● **Work instruction**: Return all lines of the listing below that carry the word "circle".

● **Records provided**:
——
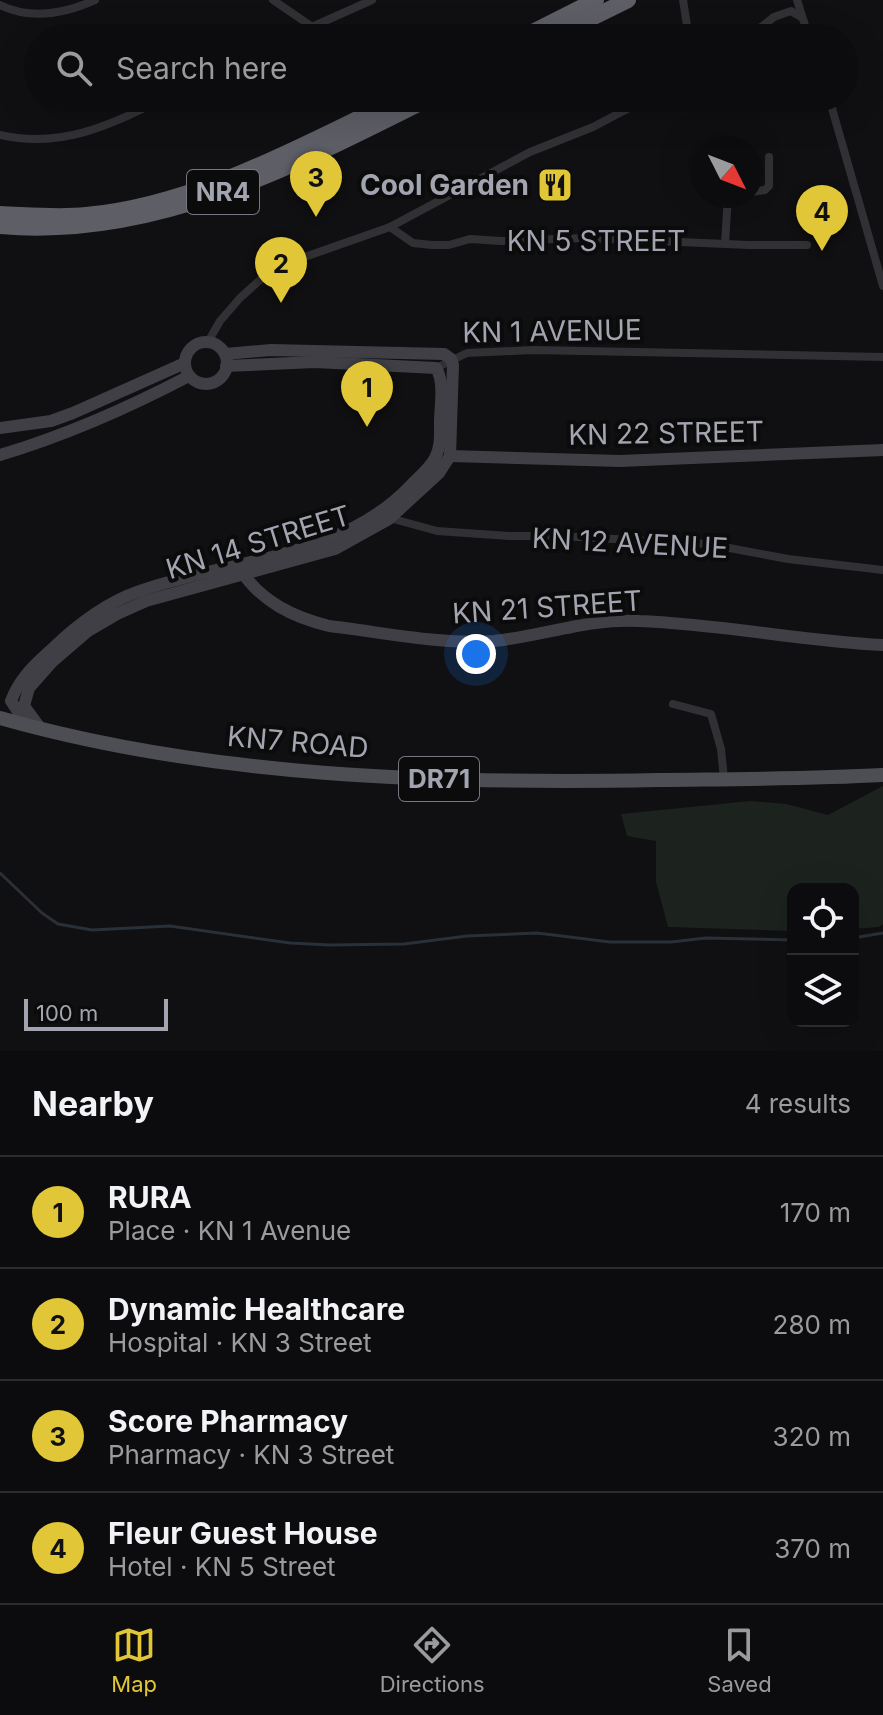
<!DOCTYPE html>
<meta charset="utf-8">
<style>
body{margin:0;font-family:Inter,sans-serif;background:#151416;color:#f1f3f6}
.controls{position:absolute;right:24px;bottom:24px;display:grid;overflow:hidden;border-radius:16px;box-shadow:0 8px 32px #0002}
.controls button{width:72px;height:72px;display:grid;place-items:center;padding:0;border:0;border-bottom:2px solid #2c2b2e;background:#0c0b0d;color:#f1f3f6;font:40px sans-serif}
.compass{position:absolute;left:691px;top:136px;width:72px;height:72px;border-radius:50%;background:#0c0b0d;box-shadow:0 8px 32px #0002;rotate:132deg}
.scale{position:absolute;left:24px;bottom:20px;width:144px;box-sizing:border-box;padding-left:8px;border:4px solid #a2a4b0;border-top:0;font-size:22px;line-height:28px;white-space:nowrap;color:#a2a4b0;-webkit-text-stroke:6px #0b0b0c;paint-order:stroke}
.you{position:absolute;left:476px;top:654px;width:28px;height:28px;margin:-20px;border:6px solid #fff;border-radius:50%;background:#1a73e8;box-shadow:0 0 0 12px #1a73e833}
.badge{display:grid;place-items:center;width:52px;height:52px;border-radius:50%;background:#e1c637;color:#111;font-size:26px;font-weight:700}
.pin{position:absolute;translate:-50% -66px;filter:drop-shadow(0 2px 4px #0008)}
.pin::after{content:'';position:absolute;top:42px;width:28px;height:24px;background:inherit;clip-path:polygon(0 0,100% 0,50% 100%)}
.list{margin:0;padding:0;list-style:none}
h2{display:flex;justify-content:space-between;align-items:center;height:104px;margin:0;padding:0 32px;font-size:34px}
h2 small{font-size:26px;font-weight:400;color:#9a9b9d}
.list li{display:grid;grid-template-columns:52px 1fr auto;gap:24px;align-items:center;box-sizing:border-box;height:112px;padding:0 32px;border-top:2px solid #2c2b2e}
.list b{display:block;font-size:30px;white-space:nowrap}
.list p{margin:0;font-size:26px;white-space:nowrap;color:#9a9b9d}
.list em{font-size:26px;font-style:normal;color:#9a9b9d}
.icon{flex:none;width:44px;height:44px;fill:none;stroke:currentColor;stroke-width:2;stroke-linecap:round;stroke-linejoin:round}
.map{position:relative;flex:none;width:883px;height:1051px;overflow:hidden}
.search{position:absolute;background:#0c0b0d;box-shadow:0 8px 32px #0002;left:24px;right:24px;top:24px;height:88px;display:flex;align-items:center;gap:20px;box-sizing:border-box;padding:0 28px;border-radius:44px;color:#9a9b9d;font-size:30px}
.sheet{height:552px;background:#0c0b0d}
nav{display:flex;justify-content:space-around;align-items:center;box-sizing:border-box;height:112px;border-top:2px solid #2c2b2e;background:#0c0b0d;font-size:22px;color:#9a9b9d}
nav a{display:grid;justify-items:center;gap:4px}
nav .on{color:#e1c637}
.map>svg:first-child{display:block}
.grass{fill:#1c231e}
.lines{fill:none;stroke-linecap:round;stroke-linejoin:round}
.stream{stroke:#2a3038;stroke-width:3}
.street{stroke:#313135;stroke-width:8}
.secondary{stroke:#3f3f45;stroke-width:12}
.primary{stroke:#4d4d54;stroke-width:14}
.highway{stroke:#5d5e66;stroke-width:16}
.labels{text-anchor:middle;stroke-width:8;stroke-linejoin:round;paint-order:stroke}
.shield{fill:#0b0b0c;stroke:#75767f;stroke-width:2}
.shield-label{font-size:26px;font-weight:bold;fill:#a2a4b0}
.poi-label{font-size:28px;font-weight:bold;fill:#a2a4b0;stroke:#0b0b0c;text-anchor:end}
.street-label{font-size:28px;fill:#a2a4b0;stroke:#0b0b0c}
</style>
<div class="map">
<svg width="883" height="1051" viewBox="0 0 883 1051">
<rect width="100%" height="100%" fill="#100f11"/>
<path class="grass" d="M883,786V924L879,927L853,929V889H793V931L668,927L656,882V841L627,836L621,814L750,801L786,804L828,815Z"/>
<g class="lines">
<g class="stream">
<path d="M0,873L42,913L58,924L92,930L170,926L290,943L330,945L404,944L467,936L537,933L610,942H671L706,938L793,940"/>
<path d="M853,938L883,933"/>
</g>
<g class="street">
<path d="M273,0L311,26"/>
<path d="M683,0L689,38"/>
<path d="M797,0L809,38"/>
<path d="M0,5C31,20 64,14 95,0"/>
<path d="M287,38L372,0"/>
<path d="M747,38L774,17L791,11L801,17"/>
<path d="M829,98L883,286"/>
<path d="M0,135C62,149 110,125 165,98"/>
<path d="M751,192L765,190L769,186V157"/>
<path d="M390,227L413,243L432,245H449L470,239L501,241L586,238L749,245H807"/>
<path d="M725,243L728,196"/>
<path d="M208,342L220,321L240,298L269,272L299,259L390,227L530,152L593,127L648,98"/>
<path d="M436,368L467,353L533,350L883,357"/>
<path d="M386,517L437,531L509,536H558L708,544L788,559L883,570"/>
<path d="M673,704L711,714L721,749L724,779"/>
</g>
<g class="secondary">
<circle cx="206" cy="363" r="21"/>
<path d="M0,428L51,421L73,413L185,363"/>
<path d="M0,455C67,435 128,408 189,376"/>
<path d="M450,456L620,461L883,450"/>
<path d="M241,571C262,602 293,617 329,626C381,632 442,645 494,641C543,636 589,618 639,621C721,624 801,641 883,645"/>
<path d="M23,719L11,701C19,679 35,664 52,649C77,625 104,604 137,592C228,559 341,560 411,485C419,477 430,468 435,458C441,447 440,434 440,422C440,406 445,382 436,368L315,362L226,366"/>
<path d="M41,729L24,706L29,688L52,662L88,631L117,614L146,601L335,549L389,519L439,473L450,456L453,365L451,359L444,354L271,350L225,354"/>
</g>
<path class="primary" d="M0,718C212,778 440,784 659,780C734,779 809,779 883,775"/>
<g class="highway">
<path d="M521,38L596,0"/>
<path d="M551,38L628,0"/>
<path d="M0,214C28,215 58,218 86,215C196,205 302,145 400,98"/>
<path d="M0,226C155,240 296,165 430,98"/>
</g>
</g>
<defs>
<symbol id="restaurant-square" viewBox="-11 -11 22 22"><rect x="-9" y="-9" width="18" height="18" rx="4" fill="#e1c637" stroke="#0b0b0c"/><path d="M-5-6h1v4h1v-4h1v4h1v-4h1v5L-1.5 .5V6h-2V.5L-5-1ZM5-6V6H3V1.5H1.5Q1.5-4 5-6Z" fill="#111"/></symbol>
</defs>
<g fill-rule="evenodd">
<use href="#restaurant-square" x="535" y="165" width="40" height="40"/>
</g>
<g class="labels">
<g class="shield">
<rect x="187" y="170" width="72" height="44" rx="6"/>
<rect x="399" y="757" width="80" height="44" rx="6"/>
</g>
<g class="shield-label">
<text x="223" y="201">NR4</text>
<text x="439" y="788">DR71</text>
</g>
<g class="poi-label">
<text x="529" y="195">Cool Garden</text>
</g>
<g class="street-label">
<text x="596" y="251">KN 5 STREET</text>
<text transform="translate(552 331) rotate(-1)" y="10">KN 1 AVENUE</text>
<text transform="translate(666 433) rotate(-1)" y="10">KN 22 STREET</text>
<text transform="translate(258 542) rotate(-17)" y="10">KN 14 STREET</text>
<text transform="translate(630 543) rotate(3)" y="10">KN 12 AVENUE</text>
<text transform="translate(547 607) rotate(-4)" y="10">KN 21 STREET</text>
<text transform="translate(298 742) rotate(5)" y="10">KN7 ROAD</text>
</g>
</g>
</svg>
<div class="controls">
<button><svg class="icon" aria-label="locate" viewBox="0 0 24 24"><circle cx="12" cy="12" r="6"/><path d="M12 2v4M12 18v4M2 12h4M18 12h4"/></svg></button>
<button><svg class="icon" aria-label="layers" viewBox="0 0 24 24"><path d="M12 4l9 5-9 5-9-5zM3 14l9 5 9-5"/></svg></button>
</div>
<svg class="compass" viewBox="-18 -18 36 36"><path d="M0-13l5 13h-10z" fill="#e53935"/><path d="M0 13l5-13h-10z" fill="#9a9b9d"/></svg>
<div class="scale">100 m</div>
<div class="you"></div>
<div class="pin badge" style="left:367px;top:427px">1</div>
<div class="pin badge" style="left:281px;top:303px">2</div>
<div class="pin badge" style="left:316px;top:217px">3</div>
<div class="pin badge" style="left:822px;top:251px">4</div>
<div class="search"><svg class="icon" aria-label="search" viewBox="0 0 24 24"><circle cx="10" cy="10" r="6"/><path d="M15 15l6 6"/></svg>Search here</div>
</div>
<section class="sheet">
<h2>Nearby<small>4 results</small></h2>
<ul class="list">
<li><span class="badge">1</span><div><b>RURA</b><p>Place · KN 1 Avenue</p></div><em>170 m</em></li>
<li><span class="badge">2</span><div><b>Dynamic Healthcare</b><p>Hospital · KN 3 Street</p></div><em>280 m</em></li>
<li><span class="badge">3</span><div><b>Score Pharmacy</b><p>Pharmacy · KN 3 Street</p></div><em>320 m</em></li>
<li><span class="badge">4</span><div><b>Fleur Guest House</b><p>Hotel · KN 5 Street</p></div><em>370 m</em></li>
</ul>
</section>
<nav>
<a class="on"><svg class="icon" aria-label="map" viewBox="0 0 24 24"><path d="M3 6l6-2 6 2 6-2v14l-6 2-6-2-6 2zM9 4v14M15 6v14"/></svg>Map</a>
<a><svg class="icon" aria-label="directions" viewBox="0 0 24 24"><path d="M12 3l9 9-9 9-9-9zM9 14v-3h6M13 9l2 2-2 2"/></svg>Directions</a>
<a><svg class="icon" aria-label="saved" viewBox="0 0 24 24"><path d="M7 4h10v16l-5-4-5 4z"/></svg>Saved</a>
</nav>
——
● **Task response**:
<circle cx="206" cy="363" r="21"/>
<button><svg class="icon" aria-label="locate" viewBox="0 0 24 24"><circle cx="12" cy="12" r="6"/><path d="M12 2v4M12 18v4M2 12h4M18 12h4"/></svg></button>
<div class="search"><svg class="icon" aria-label="search" viewBox="0 0 24 24"><circle cx="10" cy="10" r="6"/><path d="M15 15l6 6"/></svg>Search here</div>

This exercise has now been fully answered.